__Source data__.
'''
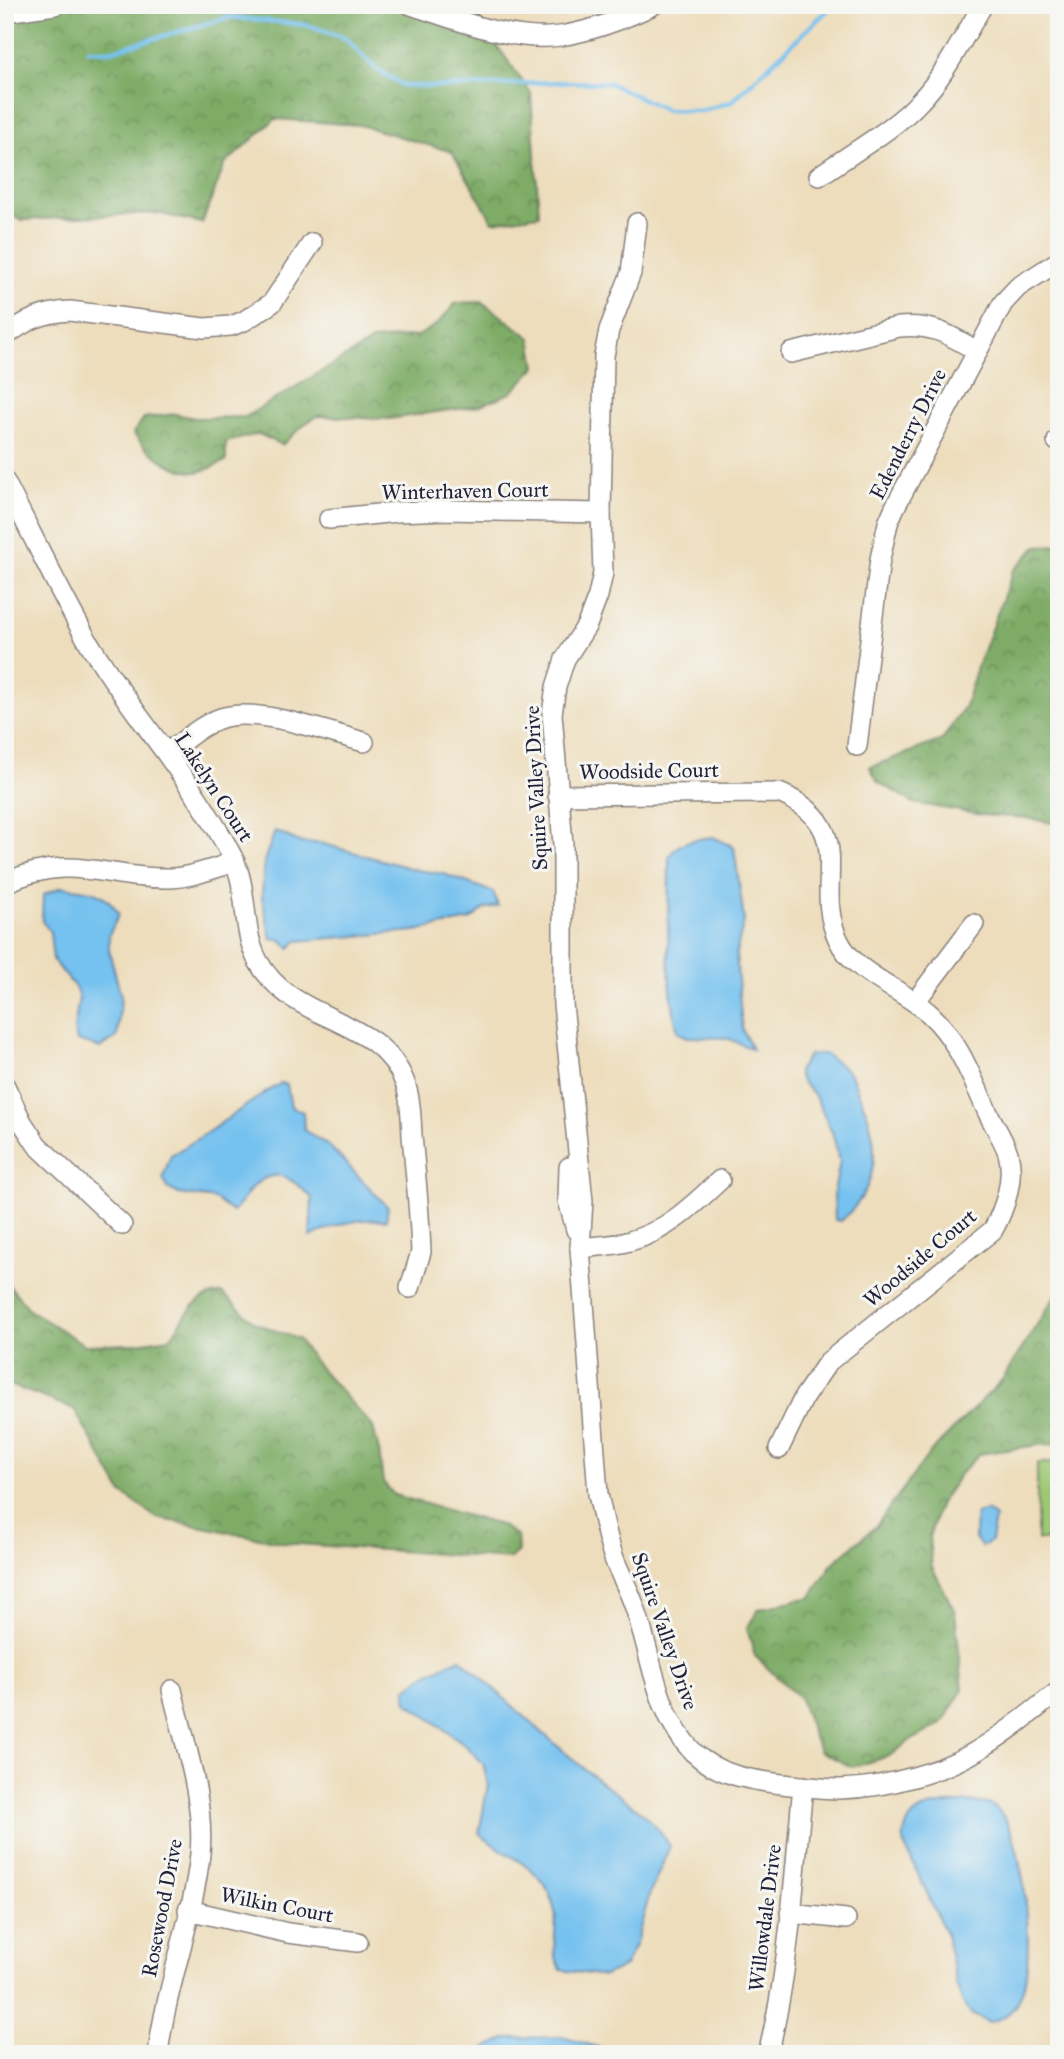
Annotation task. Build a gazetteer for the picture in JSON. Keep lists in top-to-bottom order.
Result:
{
  "streets": {
    "street": [
      "Edenderry Drive",
      "Winterhaven Court",
      "Woodside Court",
      "Lakelyn Court",
      "Squire Valley Drive",
      "Wilkin Court",
      "Rosewood Drive",
      "Willowdale Drive"
    ]
  },
  "crossings": [
    ["Winterhaven Court", "Squire Valley Drive"],
    ["Woodside Court", "Squire Valley Drive"],
    ["Squire Valley Drive", "Willowdale Drive"],
    ["Wilkin Court", "Rosewood Drive"]
  ]
}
'''
__What to produce__. The expected output is each entry given again word for word, with pictures dropped.

__Finished task__.
Annotation task. Build a gazetteer for the picture in JSON. Keep lists in top-to-bottom order.
Result:
{
  "streets": {
    "street": [
      "Edenderry Drive",
      "Winterhaven Court",
      "Woodside Court",
      "Lakelyn Court",
      "Squire Valley Drive",
      "Wilkin Court",
      "Rosewood Drive",
      "Willowdale Drive"
    ]
  },
  "crossings": [
    ["Winterhaven Court", "Squire Valley Drive"],
    ["Woodside Court", "Squire Valley Drive"],
    ["Squire Valley Drive", "Willowdale Drive"],
    ["Wilkin Court", "Rosewood Drive"]
  ]
}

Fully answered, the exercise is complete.